(Beginning of RECORDS SUPPLIED)

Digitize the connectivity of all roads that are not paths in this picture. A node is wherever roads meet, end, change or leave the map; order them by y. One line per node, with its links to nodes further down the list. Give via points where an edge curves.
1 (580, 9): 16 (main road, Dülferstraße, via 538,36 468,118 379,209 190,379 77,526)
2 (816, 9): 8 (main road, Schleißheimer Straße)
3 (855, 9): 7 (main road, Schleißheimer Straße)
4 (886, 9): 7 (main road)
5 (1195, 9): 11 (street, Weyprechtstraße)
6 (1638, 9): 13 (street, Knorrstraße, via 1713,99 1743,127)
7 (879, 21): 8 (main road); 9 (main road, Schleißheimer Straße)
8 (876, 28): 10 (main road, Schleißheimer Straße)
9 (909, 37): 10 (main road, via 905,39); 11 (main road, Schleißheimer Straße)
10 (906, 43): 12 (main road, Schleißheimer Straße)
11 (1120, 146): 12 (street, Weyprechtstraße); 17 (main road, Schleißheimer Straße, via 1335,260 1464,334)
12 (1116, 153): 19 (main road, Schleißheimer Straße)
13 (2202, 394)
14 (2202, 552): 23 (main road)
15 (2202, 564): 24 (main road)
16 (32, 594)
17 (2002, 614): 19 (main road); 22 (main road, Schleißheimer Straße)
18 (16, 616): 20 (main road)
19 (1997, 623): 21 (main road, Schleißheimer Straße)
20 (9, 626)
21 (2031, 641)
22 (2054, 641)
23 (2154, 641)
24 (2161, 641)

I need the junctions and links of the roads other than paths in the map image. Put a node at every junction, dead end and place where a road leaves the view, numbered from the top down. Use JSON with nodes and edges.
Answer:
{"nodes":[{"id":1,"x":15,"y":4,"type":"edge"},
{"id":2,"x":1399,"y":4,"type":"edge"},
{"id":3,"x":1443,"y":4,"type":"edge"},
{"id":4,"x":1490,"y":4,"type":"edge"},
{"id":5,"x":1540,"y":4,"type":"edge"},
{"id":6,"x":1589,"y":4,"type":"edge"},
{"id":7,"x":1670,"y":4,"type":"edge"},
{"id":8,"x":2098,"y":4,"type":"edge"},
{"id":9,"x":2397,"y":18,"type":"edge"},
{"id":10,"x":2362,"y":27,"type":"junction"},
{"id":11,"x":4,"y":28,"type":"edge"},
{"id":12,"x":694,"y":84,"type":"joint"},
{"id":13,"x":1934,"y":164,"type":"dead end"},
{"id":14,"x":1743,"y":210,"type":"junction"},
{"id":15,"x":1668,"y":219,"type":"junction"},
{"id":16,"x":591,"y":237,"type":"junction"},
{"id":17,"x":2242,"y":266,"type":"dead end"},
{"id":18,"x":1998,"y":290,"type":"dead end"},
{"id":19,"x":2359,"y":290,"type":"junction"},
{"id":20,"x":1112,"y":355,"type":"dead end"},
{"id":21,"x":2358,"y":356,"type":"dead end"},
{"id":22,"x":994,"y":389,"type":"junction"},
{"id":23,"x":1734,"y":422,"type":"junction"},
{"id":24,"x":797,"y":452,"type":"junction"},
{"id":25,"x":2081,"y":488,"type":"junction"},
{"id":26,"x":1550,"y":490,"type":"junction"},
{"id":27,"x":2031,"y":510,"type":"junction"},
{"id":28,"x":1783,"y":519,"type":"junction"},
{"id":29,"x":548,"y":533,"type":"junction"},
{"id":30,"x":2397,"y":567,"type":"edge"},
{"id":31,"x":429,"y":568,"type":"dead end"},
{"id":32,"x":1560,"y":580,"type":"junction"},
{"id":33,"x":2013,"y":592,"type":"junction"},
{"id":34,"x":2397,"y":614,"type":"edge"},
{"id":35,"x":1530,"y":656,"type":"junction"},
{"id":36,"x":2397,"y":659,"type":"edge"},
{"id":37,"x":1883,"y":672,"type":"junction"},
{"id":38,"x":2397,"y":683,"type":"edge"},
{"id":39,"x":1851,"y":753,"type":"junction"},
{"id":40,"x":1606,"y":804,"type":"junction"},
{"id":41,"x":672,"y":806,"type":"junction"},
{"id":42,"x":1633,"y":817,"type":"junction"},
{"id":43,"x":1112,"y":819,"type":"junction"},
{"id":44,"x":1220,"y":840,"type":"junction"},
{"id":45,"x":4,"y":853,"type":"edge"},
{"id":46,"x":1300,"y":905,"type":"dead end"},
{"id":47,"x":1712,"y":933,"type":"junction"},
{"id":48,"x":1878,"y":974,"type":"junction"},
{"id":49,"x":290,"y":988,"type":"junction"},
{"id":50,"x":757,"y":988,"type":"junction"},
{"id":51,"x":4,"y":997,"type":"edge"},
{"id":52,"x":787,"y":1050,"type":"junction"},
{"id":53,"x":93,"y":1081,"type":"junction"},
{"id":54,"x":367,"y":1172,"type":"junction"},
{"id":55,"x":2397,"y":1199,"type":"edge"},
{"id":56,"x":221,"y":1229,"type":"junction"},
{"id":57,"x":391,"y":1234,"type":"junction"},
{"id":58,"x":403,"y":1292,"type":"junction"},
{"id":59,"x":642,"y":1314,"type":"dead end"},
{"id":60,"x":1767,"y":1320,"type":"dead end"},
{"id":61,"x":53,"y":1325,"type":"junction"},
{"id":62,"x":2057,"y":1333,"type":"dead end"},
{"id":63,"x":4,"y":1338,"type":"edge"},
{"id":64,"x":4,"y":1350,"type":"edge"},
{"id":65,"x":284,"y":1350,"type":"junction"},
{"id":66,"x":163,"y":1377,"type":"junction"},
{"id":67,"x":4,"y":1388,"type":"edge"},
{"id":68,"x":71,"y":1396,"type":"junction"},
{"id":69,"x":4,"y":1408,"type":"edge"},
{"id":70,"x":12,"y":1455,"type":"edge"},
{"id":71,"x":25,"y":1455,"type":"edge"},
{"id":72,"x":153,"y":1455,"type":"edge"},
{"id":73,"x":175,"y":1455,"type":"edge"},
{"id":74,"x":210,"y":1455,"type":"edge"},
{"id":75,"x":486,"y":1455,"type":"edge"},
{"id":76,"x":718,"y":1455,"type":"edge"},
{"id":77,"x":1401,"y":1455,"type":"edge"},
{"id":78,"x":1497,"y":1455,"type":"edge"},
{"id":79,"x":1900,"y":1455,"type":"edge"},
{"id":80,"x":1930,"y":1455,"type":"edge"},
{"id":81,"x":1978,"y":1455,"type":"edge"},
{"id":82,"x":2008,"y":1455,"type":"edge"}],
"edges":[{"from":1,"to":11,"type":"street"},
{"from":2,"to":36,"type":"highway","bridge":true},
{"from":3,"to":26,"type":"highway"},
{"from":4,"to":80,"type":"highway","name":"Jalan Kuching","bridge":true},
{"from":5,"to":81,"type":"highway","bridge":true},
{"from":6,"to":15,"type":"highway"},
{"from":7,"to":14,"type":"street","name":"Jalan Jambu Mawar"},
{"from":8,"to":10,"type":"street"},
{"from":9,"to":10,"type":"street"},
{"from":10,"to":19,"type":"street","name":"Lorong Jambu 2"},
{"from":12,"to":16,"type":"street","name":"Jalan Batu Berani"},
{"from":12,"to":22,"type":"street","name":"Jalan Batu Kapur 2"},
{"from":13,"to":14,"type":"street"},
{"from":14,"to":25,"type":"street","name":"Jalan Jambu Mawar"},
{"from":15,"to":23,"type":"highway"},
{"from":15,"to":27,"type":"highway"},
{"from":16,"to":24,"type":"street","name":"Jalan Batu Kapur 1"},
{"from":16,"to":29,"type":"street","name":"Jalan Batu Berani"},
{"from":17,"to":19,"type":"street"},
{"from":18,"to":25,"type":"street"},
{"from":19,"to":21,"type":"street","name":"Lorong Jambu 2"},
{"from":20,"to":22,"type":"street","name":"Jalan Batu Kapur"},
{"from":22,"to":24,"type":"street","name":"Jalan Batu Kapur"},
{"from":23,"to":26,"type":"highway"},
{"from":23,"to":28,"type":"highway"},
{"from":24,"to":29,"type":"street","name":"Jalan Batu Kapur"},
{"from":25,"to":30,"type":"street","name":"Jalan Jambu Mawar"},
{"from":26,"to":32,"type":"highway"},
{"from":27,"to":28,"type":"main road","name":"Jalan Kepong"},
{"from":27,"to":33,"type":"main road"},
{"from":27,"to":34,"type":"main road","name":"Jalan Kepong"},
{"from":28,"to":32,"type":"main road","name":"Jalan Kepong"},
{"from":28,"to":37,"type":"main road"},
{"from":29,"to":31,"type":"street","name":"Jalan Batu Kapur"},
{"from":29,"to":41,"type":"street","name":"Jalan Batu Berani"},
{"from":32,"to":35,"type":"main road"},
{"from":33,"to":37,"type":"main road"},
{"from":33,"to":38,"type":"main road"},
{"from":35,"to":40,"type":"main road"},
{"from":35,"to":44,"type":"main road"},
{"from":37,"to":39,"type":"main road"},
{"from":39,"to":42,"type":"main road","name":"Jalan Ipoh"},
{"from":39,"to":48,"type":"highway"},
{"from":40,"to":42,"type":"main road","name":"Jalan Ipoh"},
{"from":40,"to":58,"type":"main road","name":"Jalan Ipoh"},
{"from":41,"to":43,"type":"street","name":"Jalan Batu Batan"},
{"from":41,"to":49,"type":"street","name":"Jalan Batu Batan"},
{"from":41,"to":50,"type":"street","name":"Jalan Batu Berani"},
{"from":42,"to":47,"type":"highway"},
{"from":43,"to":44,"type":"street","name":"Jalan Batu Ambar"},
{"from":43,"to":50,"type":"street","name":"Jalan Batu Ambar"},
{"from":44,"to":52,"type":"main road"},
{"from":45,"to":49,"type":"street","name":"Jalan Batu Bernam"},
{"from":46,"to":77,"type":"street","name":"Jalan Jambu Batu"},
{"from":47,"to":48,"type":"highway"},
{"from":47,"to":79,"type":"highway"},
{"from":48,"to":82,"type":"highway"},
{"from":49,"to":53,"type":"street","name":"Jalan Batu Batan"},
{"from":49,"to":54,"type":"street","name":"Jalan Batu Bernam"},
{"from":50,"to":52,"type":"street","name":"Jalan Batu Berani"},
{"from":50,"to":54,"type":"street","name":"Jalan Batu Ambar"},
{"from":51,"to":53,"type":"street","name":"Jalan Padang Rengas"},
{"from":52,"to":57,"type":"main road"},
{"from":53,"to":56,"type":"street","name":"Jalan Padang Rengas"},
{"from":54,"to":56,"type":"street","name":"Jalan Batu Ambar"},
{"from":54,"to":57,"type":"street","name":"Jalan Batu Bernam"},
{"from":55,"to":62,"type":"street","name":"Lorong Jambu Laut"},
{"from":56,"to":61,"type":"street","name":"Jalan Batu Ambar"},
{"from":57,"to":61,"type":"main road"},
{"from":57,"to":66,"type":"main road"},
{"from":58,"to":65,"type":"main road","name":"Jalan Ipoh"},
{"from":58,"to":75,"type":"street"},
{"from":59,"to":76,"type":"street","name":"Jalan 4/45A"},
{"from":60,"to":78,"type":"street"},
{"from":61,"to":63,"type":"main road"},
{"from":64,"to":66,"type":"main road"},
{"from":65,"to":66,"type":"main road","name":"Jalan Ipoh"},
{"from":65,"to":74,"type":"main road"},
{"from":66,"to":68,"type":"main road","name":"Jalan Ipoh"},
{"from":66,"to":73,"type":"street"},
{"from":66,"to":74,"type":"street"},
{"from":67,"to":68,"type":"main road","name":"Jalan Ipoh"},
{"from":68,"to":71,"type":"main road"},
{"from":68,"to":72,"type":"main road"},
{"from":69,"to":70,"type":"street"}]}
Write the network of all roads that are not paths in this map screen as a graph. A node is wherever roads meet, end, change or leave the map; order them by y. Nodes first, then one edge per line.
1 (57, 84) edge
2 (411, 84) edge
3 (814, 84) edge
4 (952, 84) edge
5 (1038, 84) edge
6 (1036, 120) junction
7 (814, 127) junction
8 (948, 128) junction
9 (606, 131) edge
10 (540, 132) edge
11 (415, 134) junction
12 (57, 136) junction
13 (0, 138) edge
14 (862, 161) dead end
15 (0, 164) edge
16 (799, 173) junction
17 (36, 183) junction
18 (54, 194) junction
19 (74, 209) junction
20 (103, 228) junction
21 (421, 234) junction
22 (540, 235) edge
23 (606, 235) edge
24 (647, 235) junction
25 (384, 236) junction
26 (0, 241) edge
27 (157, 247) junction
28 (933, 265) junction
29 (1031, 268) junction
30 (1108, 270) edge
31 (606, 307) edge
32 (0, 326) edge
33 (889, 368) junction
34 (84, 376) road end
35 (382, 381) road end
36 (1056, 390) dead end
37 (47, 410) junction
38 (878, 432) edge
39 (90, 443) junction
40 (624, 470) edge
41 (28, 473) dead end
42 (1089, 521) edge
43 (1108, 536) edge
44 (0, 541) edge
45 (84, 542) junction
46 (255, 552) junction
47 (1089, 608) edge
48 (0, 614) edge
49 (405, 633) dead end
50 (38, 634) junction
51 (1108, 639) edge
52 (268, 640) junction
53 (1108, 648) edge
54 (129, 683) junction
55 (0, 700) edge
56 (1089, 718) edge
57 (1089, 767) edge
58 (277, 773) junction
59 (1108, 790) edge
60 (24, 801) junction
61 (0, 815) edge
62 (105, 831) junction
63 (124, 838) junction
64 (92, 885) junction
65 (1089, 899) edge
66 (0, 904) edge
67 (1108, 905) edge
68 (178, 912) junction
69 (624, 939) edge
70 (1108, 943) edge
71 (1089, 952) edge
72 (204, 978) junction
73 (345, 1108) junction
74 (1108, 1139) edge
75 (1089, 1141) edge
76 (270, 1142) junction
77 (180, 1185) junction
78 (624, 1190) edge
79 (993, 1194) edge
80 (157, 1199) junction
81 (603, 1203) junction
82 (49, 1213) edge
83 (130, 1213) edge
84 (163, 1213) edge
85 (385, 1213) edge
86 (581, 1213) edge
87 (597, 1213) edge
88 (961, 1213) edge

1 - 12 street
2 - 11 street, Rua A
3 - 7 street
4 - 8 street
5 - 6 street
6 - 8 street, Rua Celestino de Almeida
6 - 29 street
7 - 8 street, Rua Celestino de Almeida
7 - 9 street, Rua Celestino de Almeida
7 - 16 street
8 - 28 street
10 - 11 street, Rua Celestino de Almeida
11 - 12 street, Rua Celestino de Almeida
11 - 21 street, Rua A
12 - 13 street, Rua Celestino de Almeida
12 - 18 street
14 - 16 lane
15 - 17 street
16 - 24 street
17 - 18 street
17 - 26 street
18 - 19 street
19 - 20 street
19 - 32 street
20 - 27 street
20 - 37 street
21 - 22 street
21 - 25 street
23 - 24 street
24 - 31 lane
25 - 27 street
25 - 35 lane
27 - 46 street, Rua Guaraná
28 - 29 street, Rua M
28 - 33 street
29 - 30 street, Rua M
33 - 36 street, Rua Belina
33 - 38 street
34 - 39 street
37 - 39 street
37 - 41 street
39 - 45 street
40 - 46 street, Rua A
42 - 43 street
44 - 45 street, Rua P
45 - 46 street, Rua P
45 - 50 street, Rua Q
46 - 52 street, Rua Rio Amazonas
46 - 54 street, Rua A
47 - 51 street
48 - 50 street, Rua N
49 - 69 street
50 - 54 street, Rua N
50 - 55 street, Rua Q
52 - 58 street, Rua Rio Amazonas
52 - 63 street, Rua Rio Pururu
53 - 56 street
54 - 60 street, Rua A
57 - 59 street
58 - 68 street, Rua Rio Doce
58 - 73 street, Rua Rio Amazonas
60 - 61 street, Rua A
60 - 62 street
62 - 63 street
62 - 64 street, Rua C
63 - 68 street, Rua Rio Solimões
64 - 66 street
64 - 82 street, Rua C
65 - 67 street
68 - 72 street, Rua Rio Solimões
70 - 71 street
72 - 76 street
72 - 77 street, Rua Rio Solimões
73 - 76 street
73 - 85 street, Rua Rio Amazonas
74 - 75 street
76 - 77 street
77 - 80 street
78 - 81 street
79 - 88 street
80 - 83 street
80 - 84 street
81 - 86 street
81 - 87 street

(End of RECORDS SUPPLIED)

▶ ACTIVITY:
Wherever the string "meet" appears in the records above, copy the line it sits in.

▶ REPLY TO THE EXERCISE:
Digitize the connectivity of all roads that are not paths in this picture. A node is wherever roads meet, end, change or leave the map; order them by y. One line per node, with its links to nodes further down the list. Give via points where an edge curves.
Write the network of all roads that are not paths in this map screen as a graph. A node is wherever roads meet, end, change or leave the map; order them by y. Nodes first, then one edge per line.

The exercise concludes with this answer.